But that assumes that these voters care enough about stopping Starmer entering Downing Street to fall in behind Sunak.
Which issues could help Sunak win the next election?
Surveys show that Sunak has identified the right problems to tackle if he is going to stand any chance of retaining power — namely his pledges to cut
NHS waiting times, stop the boats and grow the economy.
Nearly 40 per cent of undecided voters say they would be more likely to vote Tory if Sunak succeeded in cutting waiting lists, 31 per cent say they would consider backing the party if it stopped the influx of migrants and 26 per cent cite
the economy as a potential reason to shift allegiance.
This is why the prime minister has attached so much importance to getting flights to Rwanda off the ground. Strategists believe that if he can fulfil the pledge — and it starts having a deterrent effect — then Labour, which has promised to scrap the policy, could find itself in difficulties.
Downing Street is also hoping that its policies to bring down NHS waiting times will start to show results by polling day, while a series of planned tax cuts and falling interest rates should help voters feel better off.
But with the economy predicted to hardly grow at all this year and amid ongoing strikes by doctors, both these aspirations may fall short of having the desired effect.
What other problems does Sunak face?
In some ways the electoral hurdle for the Tories is worse even than the raw numbers suggest, because Labour is doing particularly well at winning votes in the marginal constituencies it will need to form a government.
A recent constituency-modelling poll by YouGov found that even if Labour went into the election with only a 13.5 per cent lead, the party would still win a Tony Blair-style landslide because it is stacking up votes in the areas of the country that matter the most.
The other difficulty Sunak has in remaining in Downing Street is that even if the Tories are the largest party in a hung parliament, neither the Lib Dems or the SNP would be prepared to keep them in power. They would not even necessarily be able to rely on the DUP, who propped up Theresa May after the 2017 general election.
So to stay in power Sunak needs to win an overall majority, something even many Tory MPs think is an impossible task at the moment.
But could the polls be wrong?
This is the elephant in the room. In 2017, at the point at which the election was called, Theresa May had a 20-point poll lead — roughly that which Starmer enjoys today.
However, in the election itself the Tory lead was just 2.4 percentage points, losing the party its majority and forcing them to rely on DUP votes to form a government. Some Tories are suggesting that Labour’s lead could be overturned in a similar way.
Conversely, in the 2015 election, polling regularly forecast a hung parliament. Very few of the polls published during that six-week campaign projected the outright majority that was finally secured by David Cameron.

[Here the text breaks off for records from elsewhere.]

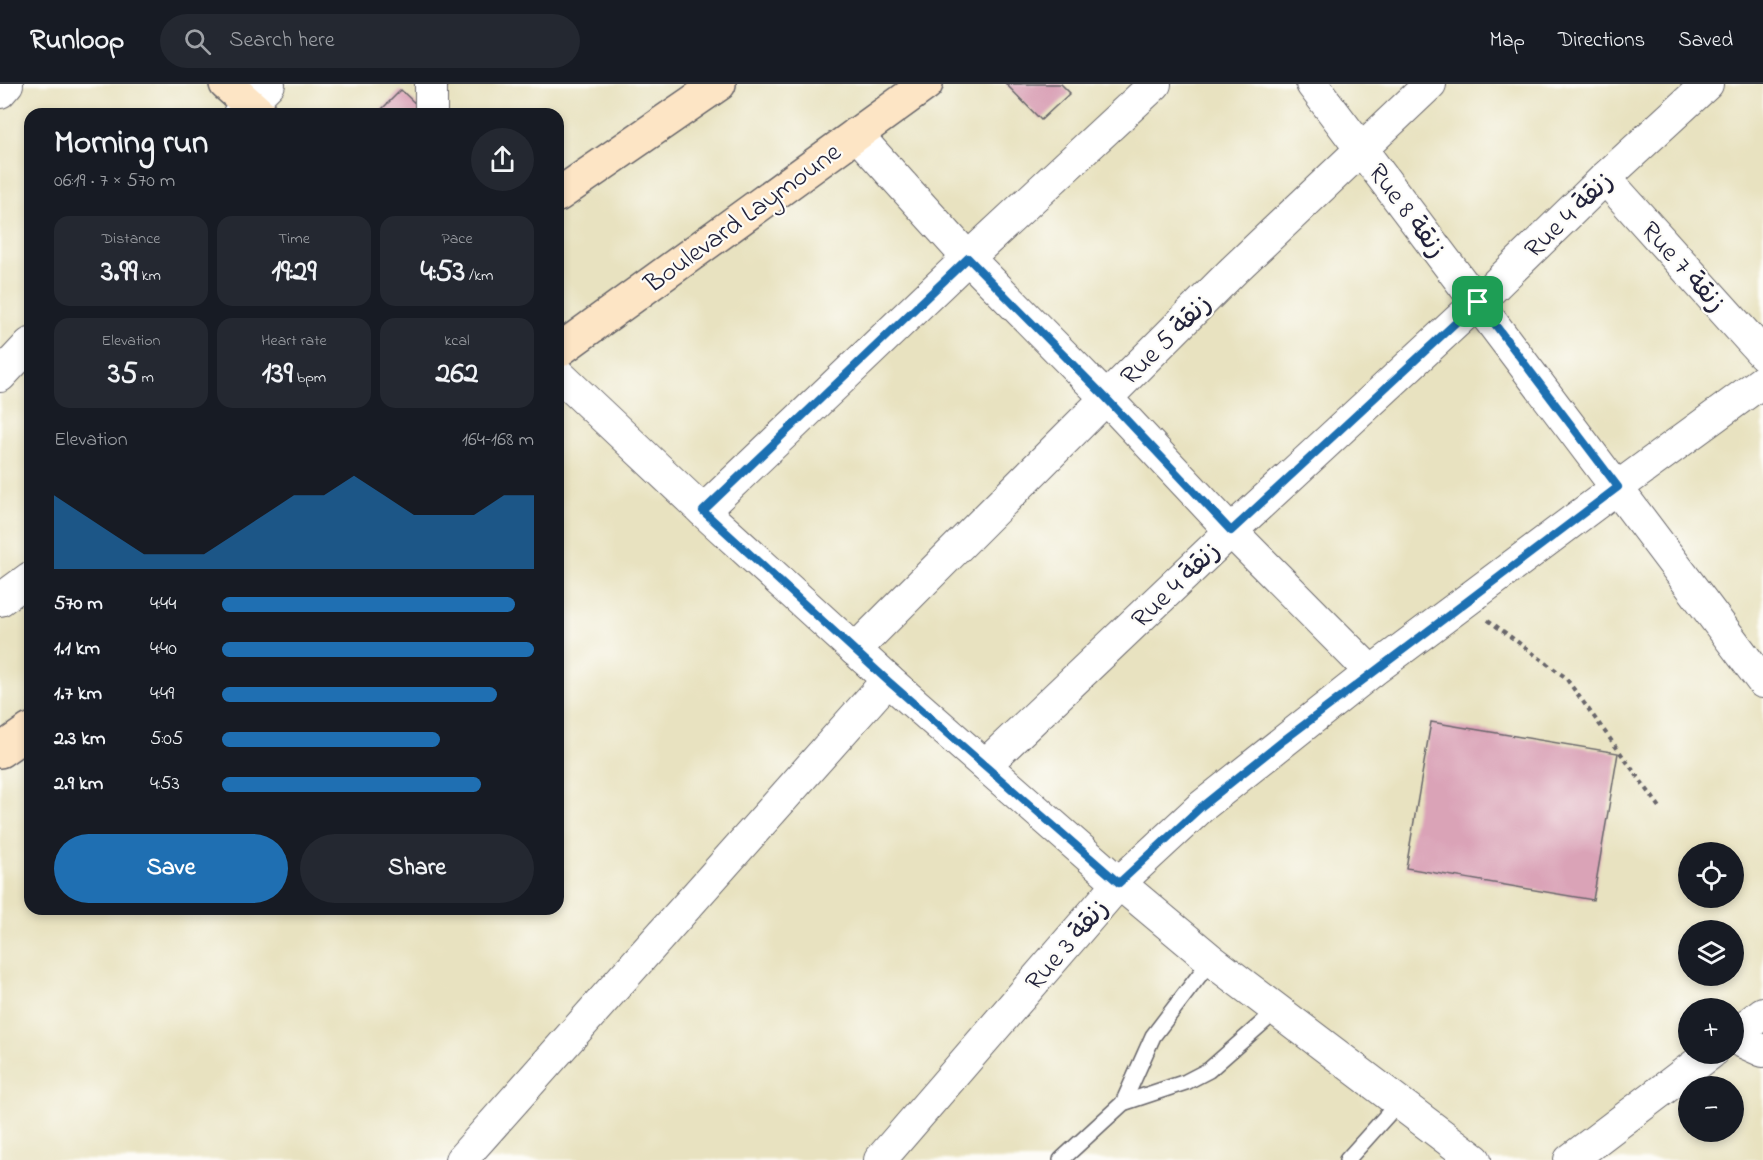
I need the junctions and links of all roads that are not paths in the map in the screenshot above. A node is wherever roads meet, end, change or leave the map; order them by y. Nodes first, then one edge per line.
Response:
1 (7, 84) edge
2 (431, 84) edge
3 (719, 84) edge
4 (926, 84) edge
5 (1155, 84) edge
6 (1312, 84) edge
7 (1430, 84) edge
8 (1707, 84) edge
9 (0, 92) edge
10 (431, 108) edge
11 (856, 134) junction
12 (1363, 149) junction
13 (1605, 178) junction
14 (564, 191) edge
15 (968, 258) junction
16 (1478, 302) junction
17 (564, 347) edge
18 (24, 350) edge
19 (1763, 354) edge
20 (0, 376) edge
21 (564, 380) edge
22 (1763, 381) edge
23 (1106, 398) junction
24 (1618, 487) junction
25 (703, 511) junction
26 (1231, 531) junction
27 (24, 582) edge
28 (0, 600) edge
29 (855, 650) junction
30 (1371, 672) junction
31 (888, 681) junction
32 (1763, 682) edge
33 (24, 734) edge
34 (0, 752) edge
35 (985, 765) junction
36 (1119, 883) junction
37 (1211, 960) junction
38 (1277, 1010) junction
39 (1763, 1013) edge
40 (1744, 1029) edge
41 (1744, 1042) edge
42 (1763, 1051) edge
43 (1696, 1064) edge
44 (1399, 1102) junction
45 (1123, 1103) junction
46 (460, 1160) edge
47 (880, 1160) edge
48 (1061, 1160) edge
49 (1347, 1160) edge
50 (1475, 1160) edge
51 (1569, 1160) edge

1 - 9 street
2 - 10 street
3 - 14 street
4 - 11 street, Boulevard Laymoune
5 - 15 street
6 - 12 street, Rue 8 زنقة
7 - 12 street, Rue 5 زنقة
8 - 13 street, Rue 4 زنقة
11 - 15 street
11 - 17 street, Boulevard Laymoune
12 - 16 street, Rue 8 زنقة
12 - 23 street, Rue 5 زنقة
13 - 16 street, Rue 4 زنقة
13 - 19 street, Rue 7 زنقة
15 - 23 street
15 - 25 street
16 - 24 street, Rue 8 زنقة
16 - 26 street, Rue 4 زنقة
18 - 20 street
21 - 25 street
22 - 24 street, Rue 3 زنقة
23 - 26 street
23 - 29 street, Rue 5 زنقة
24 - 30 street, Rue 3 زنقة
24 - 32 street, Rue 8 زنقة
25 - 29 street
26 - 30 street
26 - 35 street, Rue 4 زنقة
27 - 28 street
29 - 31 street
30 - 36 street, Rue 3 زنقة
31 - 35 street
31 - 46 street
33 - 34 street
35 - 36 street
36 - 37 street
36 - 47 street, Rue 3 زنقة
37 - 38 street
37 - 45 lane
38 - 44 street
38 - 45 lane
39 - 40 street
41 - 42 street
43 - 51 street
44 - 49 lane
44 - 50 street
45 - 48 lane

Even in 2019, few pollsters projected the scale of the
Conservative Party’s 80-seat victory. Two days before polling day, YouGov, one of the few pollsters to have got it right in 2017, projected that the Conservatives would win a majority of just 28.
Yet unless the polls tighten significantly between now and the election, even errors on this scale would not affect this year’s result.
If the polls are that wrong, it would be an upset of unprecedented proportions.